Nel mondo di Pärt, la bellezza non è un lusso ma una necessità, non è estetica ma etica. 
Egli ci ricorda che il suono, come la parola, può essere preghiera o menzogna, e che il compito dell’artista è di restare fedele alla verità del suono, come un monaco fedele alla sua ora di preghiera. Anche la sua figura pubblica riflette questa coerenza. Non concede interviste, non frequenta salotti, non si presta al gioco mediatico. 
Vive appartato, in ascolto. 


Le sue rare parole sono sempre misurate, e quando parla della musica sembra parlare della vita. Dice che ogni nota deve essere amata, che non esiste una gerarchia tra suono e silenzio, che la musica è come una candela: non brucia per sé stessa ma per la luce che emana. In un certo senso, Arvo Pärt è il compositore del XXI secolo proprio perché è fuori dal tempo. 
Mentre la cultura dominante celebra la velocità, lui insegna la lentezza. 
Mentre la società accumula, lui toglie. 
Mentre tutto si misura in quantità, lui cerca la qualità dell’attimo.

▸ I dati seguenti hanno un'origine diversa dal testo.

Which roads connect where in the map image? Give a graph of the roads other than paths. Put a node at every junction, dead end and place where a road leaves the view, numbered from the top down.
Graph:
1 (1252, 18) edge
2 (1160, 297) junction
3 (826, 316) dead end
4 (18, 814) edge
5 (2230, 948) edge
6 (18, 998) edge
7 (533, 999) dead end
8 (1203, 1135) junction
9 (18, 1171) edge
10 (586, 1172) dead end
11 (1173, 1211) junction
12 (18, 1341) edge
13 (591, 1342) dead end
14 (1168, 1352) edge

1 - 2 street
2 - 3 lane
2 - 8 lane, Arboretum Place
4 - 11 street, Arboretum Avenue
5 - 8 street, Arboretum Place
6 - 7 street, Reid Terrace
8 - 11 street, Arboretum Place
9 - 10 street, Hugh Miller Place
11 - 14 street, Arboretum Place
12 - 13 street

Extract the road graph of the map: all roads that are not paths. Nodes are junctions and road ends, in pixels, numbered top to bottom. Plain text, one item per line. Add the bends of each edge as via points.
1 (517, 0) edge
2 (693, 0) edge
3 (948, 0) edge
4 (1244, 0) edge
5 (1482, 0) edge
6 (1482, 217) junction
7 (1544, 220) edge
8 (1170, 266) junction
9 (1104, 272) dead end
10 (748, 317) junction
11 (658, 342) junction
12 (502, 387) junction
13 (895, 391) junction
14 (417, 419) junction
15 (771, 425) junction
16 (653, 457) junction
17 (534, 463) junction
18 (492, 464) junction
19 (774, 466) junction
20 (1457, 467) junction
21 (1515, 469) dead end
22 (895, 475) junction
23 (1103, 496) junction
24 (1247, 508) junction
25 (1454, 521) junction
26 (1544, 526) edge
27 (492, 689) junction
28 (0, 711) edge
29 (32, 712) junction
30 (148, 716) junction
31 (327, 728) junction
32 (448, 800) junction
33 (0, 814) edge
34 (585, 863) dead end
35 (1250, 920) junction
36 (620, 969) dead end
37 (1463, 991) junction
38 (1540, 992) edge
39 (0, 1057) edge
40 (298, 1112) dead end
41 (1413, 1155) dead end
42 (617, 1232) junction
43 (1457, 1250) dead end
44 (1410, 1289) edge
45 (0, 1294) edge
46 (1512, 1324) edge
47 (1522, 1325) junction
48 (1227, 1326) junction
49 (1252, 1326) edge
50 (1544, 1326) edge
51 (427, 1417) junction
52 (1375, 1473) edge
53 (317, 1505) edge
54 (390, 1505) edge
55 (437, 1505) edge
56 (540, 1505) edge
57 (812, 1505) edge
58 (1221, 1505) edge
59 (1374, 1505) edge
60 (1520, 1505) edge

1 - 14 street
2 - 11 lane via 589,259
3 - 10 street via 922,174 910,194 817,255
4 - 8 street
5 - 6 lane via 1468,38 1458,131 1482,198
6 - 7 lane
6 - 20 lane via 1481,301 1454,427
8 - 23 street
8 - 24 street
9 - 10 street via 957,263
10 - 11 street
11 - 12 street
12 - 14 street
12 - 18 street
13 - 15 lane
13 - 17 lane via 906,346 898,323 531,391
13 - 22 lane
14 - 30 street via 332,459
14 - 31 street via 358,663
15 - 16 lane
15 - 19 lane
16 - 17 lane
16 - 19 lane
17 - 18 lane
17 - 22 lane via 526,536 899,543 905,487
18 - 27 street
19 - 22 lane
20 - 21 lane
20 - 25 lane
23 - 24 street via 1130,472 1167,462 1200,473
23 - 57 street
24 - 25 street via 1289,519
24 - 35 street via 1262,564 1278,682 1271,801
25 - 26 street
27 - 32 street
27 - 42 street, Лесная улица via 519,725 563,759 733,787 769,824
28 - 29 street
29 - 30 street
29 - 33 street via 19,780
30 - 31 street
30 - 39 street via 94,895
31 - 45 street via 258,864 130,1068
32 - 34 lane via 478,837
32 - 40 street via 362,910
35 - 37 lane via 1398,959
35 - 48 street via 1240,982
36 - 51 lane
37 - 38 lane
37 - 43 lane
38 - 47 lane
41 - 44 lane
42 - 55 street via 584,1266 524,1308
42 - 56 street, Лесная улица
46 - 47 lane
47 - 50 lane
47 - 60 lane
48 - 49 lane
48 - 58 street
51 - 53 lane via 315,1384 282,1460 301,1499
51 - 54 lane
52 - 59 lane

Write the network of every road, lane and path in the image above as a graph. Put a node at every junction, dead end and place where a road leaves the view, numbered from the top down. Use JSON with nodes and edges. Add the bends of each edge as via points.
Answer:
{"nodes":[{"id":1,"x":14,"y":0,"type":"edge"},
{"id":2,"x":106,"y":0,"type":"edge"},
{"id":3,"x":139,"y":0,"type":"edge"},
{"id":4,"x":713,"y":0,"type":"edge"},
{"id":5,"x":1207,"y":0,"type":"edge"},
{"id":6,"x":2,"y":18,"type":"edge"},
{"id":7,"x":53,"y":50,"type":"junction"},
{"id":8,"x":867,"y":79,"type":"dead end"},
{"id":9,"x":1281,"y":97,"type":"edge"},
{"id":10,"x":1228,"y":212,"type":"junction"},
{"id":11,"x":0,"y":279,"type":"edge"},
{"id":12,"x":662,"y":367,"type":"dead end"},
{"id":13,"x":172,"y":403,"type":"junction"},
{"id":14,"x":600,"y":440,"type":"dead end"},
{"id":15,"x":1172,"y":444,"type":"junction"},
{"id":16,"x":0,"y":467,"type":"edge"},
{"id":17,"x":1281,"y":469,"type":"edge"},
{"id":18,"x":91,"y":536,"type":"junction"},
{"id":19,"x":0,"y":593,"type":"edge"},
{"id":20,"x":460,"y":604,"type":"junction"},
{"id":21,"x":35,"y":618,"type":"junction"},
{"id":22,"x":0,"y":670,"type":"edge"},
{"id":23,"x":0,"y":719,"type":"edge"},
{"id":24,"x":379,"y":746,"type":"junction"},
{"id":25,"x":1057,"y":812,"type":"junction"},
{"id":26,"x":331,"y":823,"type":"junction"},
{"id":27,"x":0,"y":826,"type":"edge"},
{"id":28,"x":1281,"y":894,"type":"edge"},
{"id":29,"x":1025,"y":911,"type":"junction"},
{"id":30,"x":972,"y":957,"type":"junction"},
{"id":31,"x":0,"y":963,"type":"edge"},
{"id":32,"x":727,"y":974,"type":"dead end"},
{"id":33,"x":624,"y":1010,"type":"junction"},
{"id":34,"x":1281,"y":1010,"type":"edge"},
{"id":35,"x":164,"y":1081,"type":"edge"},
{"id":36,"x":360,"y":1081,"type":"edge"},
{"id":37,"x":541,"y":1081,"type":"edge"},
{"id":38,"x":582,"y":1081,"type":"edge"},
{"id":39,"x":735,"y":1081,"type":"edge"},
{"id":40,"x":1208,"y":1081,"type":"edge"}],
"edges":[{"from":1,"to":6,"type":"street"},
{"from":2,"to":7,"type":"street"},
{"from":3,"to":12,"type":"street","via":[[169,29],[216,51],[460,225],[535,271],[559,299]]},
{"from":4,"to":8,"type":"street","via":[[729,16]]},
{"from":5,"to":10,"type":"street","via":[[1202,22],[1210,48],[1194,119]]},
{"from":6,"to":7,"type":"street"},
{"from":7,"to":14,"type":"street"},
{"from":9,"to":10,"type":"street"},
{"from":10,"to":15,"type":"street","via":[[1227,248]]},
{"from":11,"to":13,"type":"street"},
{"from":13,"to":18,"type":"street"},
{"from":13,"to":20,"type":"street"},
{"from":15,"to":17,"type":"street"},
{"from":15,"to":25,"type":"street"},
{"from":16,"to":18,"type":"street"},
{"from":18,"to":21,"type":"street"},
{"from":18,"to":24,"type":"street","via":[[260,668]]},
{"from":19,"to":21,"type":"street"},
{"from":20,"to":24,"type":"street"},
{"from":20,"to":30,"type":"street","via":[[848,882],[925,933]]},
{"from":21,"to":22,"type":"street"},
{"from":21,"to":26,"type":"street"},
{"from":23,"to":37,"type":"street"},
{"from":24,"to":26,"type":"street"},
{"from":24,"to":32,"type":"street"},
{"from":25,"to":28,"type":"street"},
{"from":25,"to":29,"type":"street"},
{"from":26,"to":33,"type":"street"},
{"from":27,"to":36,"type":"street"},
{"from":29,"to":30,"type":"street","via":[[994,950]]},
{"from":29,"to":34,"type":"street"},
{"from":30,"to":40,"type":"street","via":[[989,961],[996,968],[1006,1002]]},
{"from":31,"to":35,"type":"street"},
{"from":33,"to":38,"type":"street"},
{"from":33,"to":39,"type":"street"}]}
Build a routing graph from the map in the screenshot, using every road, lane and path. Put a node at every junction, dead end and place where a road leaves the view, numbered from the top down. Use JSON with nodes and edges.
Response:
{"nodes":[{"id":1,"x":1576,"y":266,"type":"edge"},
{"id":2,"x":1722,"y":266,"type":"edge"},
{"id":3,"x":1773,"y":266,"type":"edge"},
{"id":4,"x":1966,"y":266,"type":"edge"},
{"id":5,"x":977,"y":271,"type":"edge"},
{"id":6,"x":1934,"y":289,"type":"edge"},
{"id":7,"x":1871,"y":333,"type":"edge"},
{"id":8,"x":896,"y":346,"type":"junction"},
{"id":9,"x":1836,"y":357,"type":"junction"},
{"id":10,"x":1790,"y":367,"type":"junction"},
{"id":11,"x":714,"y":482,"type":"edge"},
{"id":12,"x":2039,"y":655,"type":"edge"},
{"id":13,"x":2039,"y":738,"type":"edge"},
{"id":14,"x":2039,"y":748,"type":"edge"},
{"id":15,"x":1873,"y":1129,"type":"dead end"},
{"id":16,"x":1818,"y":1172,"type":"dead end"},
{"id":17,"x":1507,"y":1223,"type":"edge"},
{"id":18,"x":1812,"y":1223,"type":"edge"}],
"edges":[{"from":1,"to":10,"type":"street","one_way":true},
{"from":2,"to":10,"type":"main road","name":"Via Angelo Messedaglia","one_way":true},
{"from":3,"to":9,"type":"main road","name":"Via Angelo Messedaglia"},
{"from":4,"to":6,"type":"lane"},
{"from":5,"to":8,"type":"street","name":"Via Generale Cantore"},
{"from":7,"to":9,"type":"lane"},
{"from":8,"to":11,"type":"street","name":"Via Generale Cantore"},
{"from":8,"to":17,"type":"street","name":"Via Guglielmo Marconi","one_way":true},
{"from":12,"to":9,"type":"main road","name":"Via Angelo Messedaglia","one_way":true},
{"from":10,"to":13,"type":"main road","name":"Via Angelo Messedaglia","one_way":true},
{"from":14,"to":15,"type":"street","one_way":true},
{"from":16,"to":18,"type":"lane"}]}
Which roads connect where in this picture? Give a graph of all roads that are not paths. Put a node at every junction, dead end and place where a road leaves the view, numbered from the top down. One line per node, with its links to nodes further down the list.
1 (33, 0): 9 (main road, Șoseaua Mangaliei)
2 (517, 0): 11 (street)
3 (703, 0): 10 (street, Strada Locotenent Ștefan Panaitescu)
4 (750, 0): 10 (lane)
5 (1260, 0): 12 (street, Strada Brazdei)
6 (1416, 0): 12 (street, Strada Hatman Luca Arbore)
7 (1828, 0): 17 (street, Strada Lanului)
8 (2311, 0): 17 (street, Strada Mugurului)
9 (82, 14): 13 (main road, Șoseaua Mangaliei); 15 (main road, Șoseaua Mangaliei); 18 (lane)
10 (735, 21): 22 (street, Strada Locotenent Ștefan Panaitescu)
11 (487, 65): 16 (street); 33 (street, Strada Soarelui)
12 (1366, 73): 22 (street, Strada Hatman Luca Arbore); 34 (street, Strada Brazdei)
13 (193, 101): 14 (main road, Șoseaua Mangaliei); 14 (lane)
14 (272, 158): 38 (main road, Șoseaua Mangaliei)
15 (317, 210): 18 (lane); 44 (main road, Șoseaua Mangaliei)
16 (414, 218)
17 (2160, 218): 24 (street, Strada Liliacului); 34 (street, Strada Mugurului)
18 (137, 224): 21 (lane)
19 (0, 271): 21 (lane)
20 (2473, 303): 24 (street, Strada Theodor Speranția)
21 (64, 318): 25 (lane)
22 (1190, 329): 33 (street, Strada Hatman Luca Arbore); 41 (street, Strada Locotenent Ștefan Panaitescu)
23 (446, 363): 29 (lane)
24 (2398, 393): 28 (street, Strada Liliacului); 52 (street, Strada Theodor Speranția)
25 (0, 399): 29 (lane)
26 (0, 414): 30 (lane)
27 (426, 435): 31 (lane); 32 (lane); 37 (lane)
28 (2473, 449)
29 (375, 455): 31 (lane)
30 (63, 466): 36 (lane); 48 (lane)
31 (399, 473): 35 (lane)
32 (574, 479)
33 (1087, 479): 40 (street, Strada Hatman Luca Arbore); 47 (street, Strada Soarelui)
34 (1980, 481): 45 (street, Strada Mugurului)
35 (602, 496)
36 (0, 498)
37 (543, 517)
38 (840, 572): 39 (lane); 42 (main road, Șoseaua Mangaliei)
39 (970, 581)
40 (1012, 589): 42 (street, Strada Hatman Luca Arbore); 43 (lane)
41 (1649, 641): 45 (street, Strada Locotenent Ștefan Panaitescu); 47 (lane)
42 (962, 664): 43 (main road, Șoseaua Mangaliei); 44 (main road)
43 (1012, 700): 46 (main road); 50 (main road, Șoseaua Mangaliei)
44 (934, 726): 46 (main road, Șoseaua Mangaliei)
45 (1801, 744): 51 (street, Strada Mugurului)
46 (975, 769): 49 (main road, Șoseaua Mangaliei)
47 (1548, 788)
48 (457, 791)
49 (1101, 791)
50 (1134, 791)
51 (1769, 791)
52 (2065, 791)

La sua musica non è nostalgia di un passato ideale, ma visione di un futuro più umano, dove l’arte torna ad essere linguaggio dell’anima. 
Ascoltare Für Alina oggi, nel frastuono digitale, è ricordarsi che esiste un ritmo più lento, più profondo, che ci abita e che abbiamo dimenticato. 
È riscoprire il valore della semplicità, dell’attesa, della presenza. 
In questo senso, Pärt non è solo un compositore: è un maestro spirituale del suono, un poeta del silenzio, un artigiano del tempo. 
La sua opera, nella sua apparente immobilità, è un invito a cambiare sguardo sul mondo. Perché nel suono più piccolo, nella pausa più lieve, si nasconde l’infinito. Forse il suo più grande merito è averci restituito la fiducia nel silenzio, nel fatto che non tutto deve essere detto, che a volte basta una sola nota per capire. 
La musica di Arvo Pärt è una porta. 
Chi ha il coraggio di attraversarla scopre che dall’altra parte non c’è il nulla, ma la vita stessa, nella sua essenza più limpida. 
E allora il silenzio che segue l’ultima nota non è una fine, ma un inizio.